▼

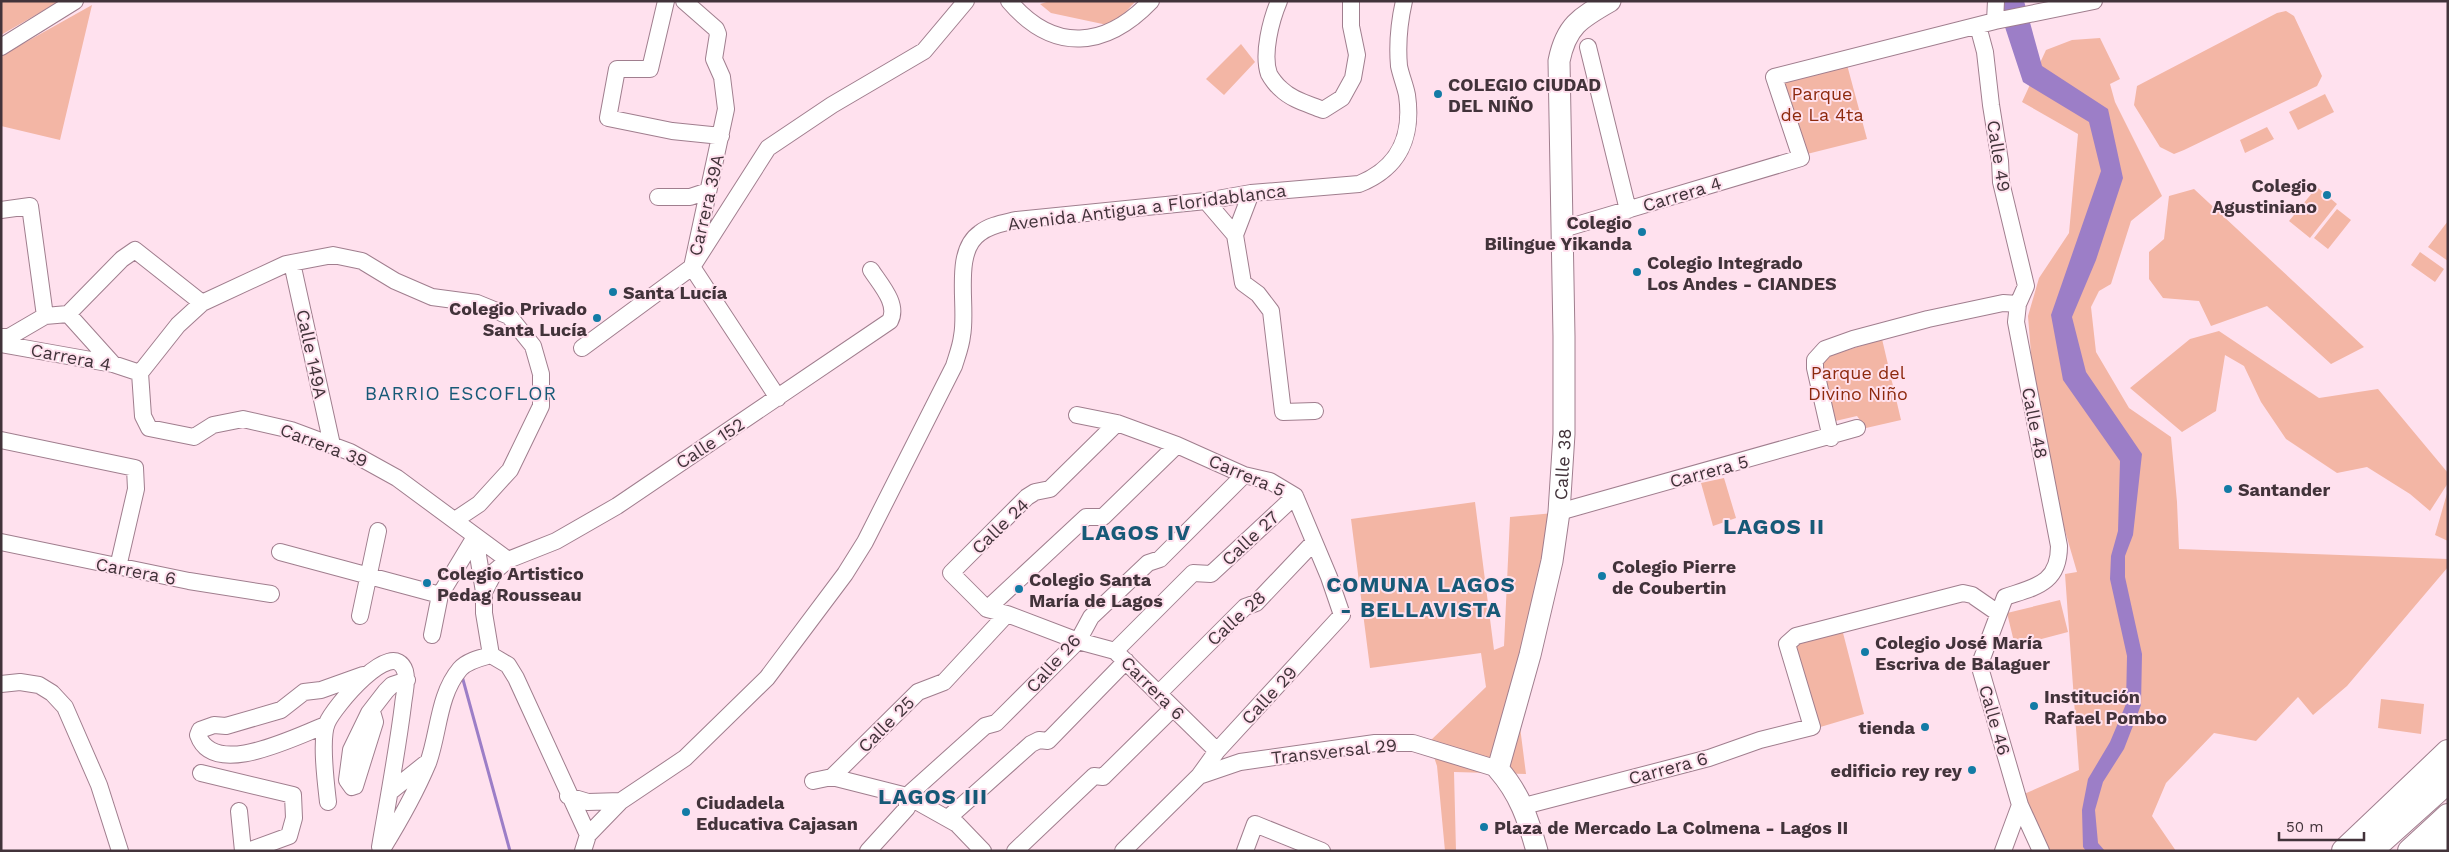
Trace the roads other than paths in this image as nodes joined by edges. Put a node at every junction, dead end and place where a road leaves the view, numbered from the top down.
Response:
1 (76, 1) edge
2 (666, 1) edge
3 (684, 1) edge
4 (966, 1) edge
5 (1010, 1) edge
6 (1151, 1) edge
7 (1279, 1) edge
8 (1352, 1) edge
9 (1404, 1) edge
10 (1610, 1) edge
11 (1996, 1) edge
12 (2094, 1) edge
13 (1998, 20) junction
14 (1978, 26) junction
15 (1, 47) edge
16 (1588, 47) dead end
17 (721, 136) junction
18 (708, 191) junction
19 (1251, 193) junction
20 (658, 197) dead end
21 (1206, 201) junction
22 (1, 210) edge
23 (1628, 210) junction
24 (1563, 230) junction
25 (1235, 235) junction
26 (292, 263) junction
27 (692, 267) junction
28 (871, 270) dead end
29 (2026, 286) joint
30 (202, 303) junction
31 (2018, 304) junction
32 (68, 314) junction
33 (45, 316) junction
34 (1, 337) edge
35 (1, 344) edge
36 (582, 348) dead end
37 (113, 364) junction
38 (140, 373) junction
39 (778, 398) junction
40 (1315, 411) dead end
41 (1076, 415) dead end
42 (1117, 424) junction
43 (1857, 428) dead end
44 (1831, 438) junction
45 (1, 440) edge
46 (332, 445) junction
47 (1177, 445) junction
48 (1244, 475) junction
49 (1294, 496) junction
50 (1559, 512) junction
51 (455, 520) junction
52 (378, 531) dead end
53 (475, 537) junction
54 (1, 542) edge
55 (1313, 544) junction
56 (280, 552) dead end
57 (508, 560) junction
58 (2059, 560) joint
59 (118, 567) junction
60 (369, 575) junction
61 (484, 592) junction
62 (271, 594) dead end
63 (440, 594) junction
64 (987, 609) junction
65 (1998, 613) junction
66 (1008, 614) junction
67 (1342, 615) joint
68 (360, 616) dead end
69 (432, 635) dead end
70 (1078, 640) junction
71 (1120, 656) junction
72 (496, 657) junction
73 (370, 672) junction
74 (406, 680) junction
75 (1, 684) edge
76 (321, 690) junction
77 (1159, 693) junction
78 (1173, 708) junction
79 (369, 714) dead end
80 (328, 721) junction
81 (1217, 751) junction
82 (2448, 752) edge
83 (428, 761) junction
84 (1498, 769) junction
85 (201, 773) dead end
86 (1199, 776) junction
87 (832, 777) junction
88 (813, 781) dead end
89 (2448, 781) edge
90 (390, 792) junction
91 (568, 796) junction
92 (907, 796) junction
93 (328, 802) dead end
94 (621, 802) junction
95 (2020, 805) junction
96 (1524, 806) junction
97 (239, 811) dead end
98 (2448, 816) edge
99 (948, 818) junction
100 (2379, 818) junction
101 (588, 835) junction
102 (2448, 839) edge
103 (120, 851) edge
104 (243, 851) edge
105 (248, 851) edge
106 (381, 851) edge
107 (583, 851) edge
108 (868, 851) edge
109 (983, 851) edge
110 (1015, 851) edge
111 (1123, 851) edge
112 (1244, 851) edge
113 (1322, 851) edge
114 (1536, 851) edge
115 (2003, 851) edge
116 (2041, 851) edge
117 (2344, 851) edge
118 (2355, 851) edge
119 (2370, 851) edge
120 (2410, 851) edge
121 (2433, 851) edge

1 - 15 street
2 - 17 street
3 - 17 street, Carrera 39A
4 - 27 street
5 - 6 street
7 - 8 street
9 - 19 street, Avenida Antigua a Floridablanca
10 - 24 main road, Calle 38
11 - 13 street
12 - 13 street
13 - 14 street
14 - 23 street, Carrera 4
14 - 29 street, Calle 49
16 - 23 street
17 - 18 street, Carrera 39A
18 - 20 street
18 - 27 street, Carrera 39A
19 - 21 street, Avenida Antigua a Floridablanca
19 - 25 street
21 - 25 street
21 - 94 street, Avenida Antigua a Floridablanca
22 - 33 street
23 - 24 street, Carrera 4
24 - 50 main road, Calle 38
25 - 40 street
26 - 30 street
26 - 46 street, Calle 149A
26 - 51 street
27 - 36 street
27 - 39 street, Carrera 39A
28 - 39 street, Calle 152
29 - 31 street, Calle 48
30 - 32 street
30 - 38 street
31 - 44 street
31 - 58 street, Calle 48
32 - 33 street
32 - 37 street
33 - 34 street
35 - 37 street, Carrera 4
37 - 38 street, Carrera 4
38 - 46 street, Carrera 39
39 - 57 street, Calle 152
41 - 42 street, Carrera 5
42 - 47 street, Carrera 5
42 - 64 street, Calle 24
43 - 44 street, Carrera 5
44 - 50 street, Carrera 5
45 - 59 street
46 - 51 street, Carrera 39
47 - 48 street, Carrera 5
47 - 64 street
48 - 49 street, Carrera 5
48 - 70 street, Calle 26
49 - 55 street, Carrera 5
49 - 71 street, Calle 27
50 - 84 main road, Calle 38
51 - 53 street, Carrera 39
52 - 60 street
53 - 57 street, Carrera 39
53 - 61 street
53 - 63 street
54 - 59 street, Carrera 6
55 - 67 street, Carrera 5
55 - 77 street, Calle 28
56 - 60 street
57 - 61 street, Calle 152
58 - 65 street, Calle 46
59 - 62 street, Carrera 6
60 - 63 street
60 - 68 street
61 - 72 street
63 - 69 street
64 - 66 street, Carrera 6
65 - 95 street, Calle 46
65 - 96 street, Carrera 6
66 - 70 street, Carrera 6
66 - 87 street, Calle 25
67 - 81 street, Calle 29
70 - 71 street, Carrera 6
70 - 92 street, Calle 26
71 - 77 street, Carrera 6
71 - 99 street, Calle 27
72 - 83 street
72 - 91 street
73 - 74 street
73 - 76 street
73 - 80 street
74 - 79 street
74 - 90 street
75 - 103 street
76 - 80 street
76 - 80 street
77 - 78 street, Carrera 6
78 - 81 street, Carrera 6
78 - 110 street
80 - 93 street
81 - 86 street, Calle 29
82 - 100 highway
83 - 90 street
83 - 106 street
84 - 86 street, Transversal 29
84 - 96 main road
85 - 105 street
86 - 111 street, Calle 29
87 - 88 street
87 - 92 street
89 - 119 highway
90 - 106 street
91 - 94 street
91 - 101 street
92 - 99 street
92 - 108 street, Calle 26
94 - 101 street, Avenida Antigua a Floridablanca
95 - 115 street
95 - 116 street, Calle 46
96 - 114 main road
97 - 104 street
98 - 120 highway
99 - 109 street
100 - 117 highway
100 - 118 highway
101 - 107 street
102 - 121 highway
112 - 113 street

▲

→ **YOUR ASSIGNMENT**
The entire listing above, word for word and without pictures, is what should be output.

→ **EXERCISE OUTPUT**
Trace the roads other than paths in this image as nodes joined by edges. Put a node at every junction, dead end and place where a road leaves the view, numbered from the top down.
Response:
1 (76, 1) edge
2 (666, 1) edge
3 (684, 1) edge
4 (966, 1) edge
5 (1010, 1) edge
6 (1151, 1) edge
7 (1279, 1) edge
8 (1352, 1) edge
9 (1404, 1) edge
10 (1610, 1) edge
11 (1996, 1) edge
12 (2094, 1) edge
13 (1998, 20) junction
14 (1978, 26) junction
15 (1, 47) edge
16 (1588, 47) dead end
17 (721, 136) junction
18 (708, 191) junction
19 (1251, 193) junction
20 (658, 197) dead end
21 (1206, 201) junction
22 (1, 210) edge
23 (1628, 210) junction
24 (1563, 230) junction
25 (1235, 235) junction
26 (292, 263) junction
27 (692, 267) junction
28 (871, 270) dead end
29 (2026, 286) joint
30 (202, 303) junction
31 (2018, 304) junction
32 (68, 314) junction
33 (45, 316) junction
34 (1, 337) edge
35 (1, 344) edge
36 (582, 348) dead end
37 (113, 364) junction
38 (140, 373) junction
39 (778, 398) junction
40 (1315, 411) dead end
41 (1076, 415) dead end
42 (1117, 424) junction
43 (1857, 428) dead end
44 (1831, 438) junction
45 (1, 440) edge
46 (332, 445) junction
47 (1177, 445) junction
48 (1244, 475) junction
49 (1294, 496) junction
50 (1559, 512) junction
51 (455, 520) junction
52 (378, 531) dead end
53 (475, 537) junction
54 (1, 542) edge
55 (1313, 544) junction
56 (280, 552) dead end
57 (508, 560) junction
58 (2059, 560) joint
59 (118, 567) junction
60 (369, 575) junction
61 (484, 592) junction
62 (271, 594) dead end
63 (440, 594) junction
64 (987, 609) junction
65 (1998, 613) junction
66 (1008, 614) junction
67 (1342, 615) joint
68 (360, 616) dead end
69 (432, 635) dead end
70 (1078, 640) junction
71 (1120, 656) junction
72 (496, 657) junction
73 (370, 672) junction
74 (406, 680) junction
75 (1, 684) edge
76 (321, 690) junction
77 (1159, 693) junction
78 (1173, 708) junction
79 (369, 714) dead end
80 (328, 721) junction
81 (1217, 751) junction
82 (2448, 752) edge
83 (428, 761) junction
84 (1498, 769) junction
85 (201, 773) dead end
86 (1199, 776) junction
87 (832, 777) junction
88 (813, 781) dead end
89 (2448, 781) edge
90 (390, 792) junction
91 (568, 796) junction
92 (907, 796) junction
93 (328, 802) dead end
94 (621, 802) junction
95 (2020, 805) junction
96 (1524, 806) junction
97 (239, 811) dead end
98 (2448, 816) edge
99 (948, 818) junction
100 (2379, 818) junction
101 (588, 835) junction
102 (2448, 839) edge
103 (120, 851) edge
104 (243, 851) edge
105 (248, 851) edge
106 (381, 851) edge
107 (583, 851) edge
108 (868, 851) edge
109 (983, 851) edge
110 (1015, 851) edge
111 (1123, 851) edge
112 (1244, 851) edge
113 (1322, 851) edge
114 (1536, 851) edge
115 (2003, 851) edge
116 (2041, 851) edge
117 (2344, 851) edge
118 (2355, 851) edge
119 (2370, 851) edge
120 (2410, 851) edge
121 (2433, 851) edge

1 - 15 street
2 - 17 street
3 - 17 street, Carrera 39A
4 - 27 street
5 - 6 street
7 - 8 street
9 - 19 street, Avenida Antigua a Floridablanca
10 - 24 main road, Calle 38
11 - 13 street
12 - 13 street
13 - 14 street
14 - 23 street, Carrera 4
14 - 29 street, Calle 49
16 - 23 street
17 - 18 street, Carrera 39A
18 - 20 street
18 - 27 street, Carrera 39A
19 - 21 street, Avenida Antigua a Floridablanca
19 - 25 street
21 - 25 street
21 - 94 street, Avenida Antigua a Floridablanca
22 - 33 street
23 - 24 street, Carrera 4
24 - 50 main road, Calle 38
25 - 40 street
26 - 30 street
26 - 46 street, Calle 149A
26 - 51 street
27 - 36 street
27 - 39 street, Carrera 39A
28 - 39 street, Calle 152
29 - 31 street, Calle 48
30 - 32 street
30 - 38 street
31 - 44 street
31 - 58 street, Calle 48
32 - 33 street
32 - 37 street
33 - 34 street
35 - 37 street, Carrera 4
37 - 38 street, Carrera 4
38 - 46 street, Carrera 39
39 - 57 street, Calle 152
41 - 42 street, Carrera 5
42 - 47 street, Carrera 5
42 - 64 street, Calle 24
43 - 44 street, Carrera 5
44 - 50 street, Carrera 5
45 - 59 street
46 - 51 street, Carrera 39
47 - 48 street, Carrera 5
47 - 64 street
48 - 49 street, Carrera 5
48 - 70 street, Calle 26
49 - 55 street, Carrera 5
49 - 71 street, Calle 27
50 - 84 main road, Calle 38
51 - 53 street, Carrera 39
52 - 60 street
53 - 57 street, Carrera 39
53 - 61 street
53 - 63 street
54 - 59 street, Carrera 6
55 - 67 street, Carrera 5
55 - 77 street, Calle 28
56 - 60 street
57 - 61 street, Calle 152
58 - 65 street, Calle 46
59 - 62 street, Carrera 6
60 - 63 street
60 - 68 street
61 - 72 street
63 - 69 street
64 - 66 street, Carrera 6
65 - 95 street, Calle 46
65 - 96 street, Carrera 6
66 - 70 street, Carrera 6
66 - 87 street, Calle 25
67 - 81 street, Calle 29
70 - 71 street, Carrera 6
70 - 92 street, Calle 26
71 - 77 street, Carrera 6
71 - 99 street, Calle 27
72 - 83 street
72 - 91 street
73 - 74 street
73 - 76 street
73 - 80 street
74 - 79 street
74 - 90 street
75 - 103 street
76 - 80 street
76 - 80 street
77 - 78 street, Carrera 6
78 - 81 street, Carrera 6
78 - 110 street
80 - 93 street
81 - 86 street, Calle 29
82 - 100 highway
83 - 90 street
83 - 106 street
84 - 86 street, Transversal 29
84 - 96 main road
85 - 105 street
86 - 111 street, Calle 29
87 - 88 street
87 - 92 street
89 - 119 highway
90 - 106 street
91 - 94 street
91 - 101 street
92 - 99 street
92 - 108 street, Calle 26
94 - 101 street, Avenida Antigua a Floridablanca
95 - 115 street
95 - 116 street, Calle 46
96 - 114 main road
97 - 104 street
98 - 120 highway
99 - 109 street
100 - 117 highway
100 - 118 highway
101 - 107 street
102 - 121 highway
112 - 113 street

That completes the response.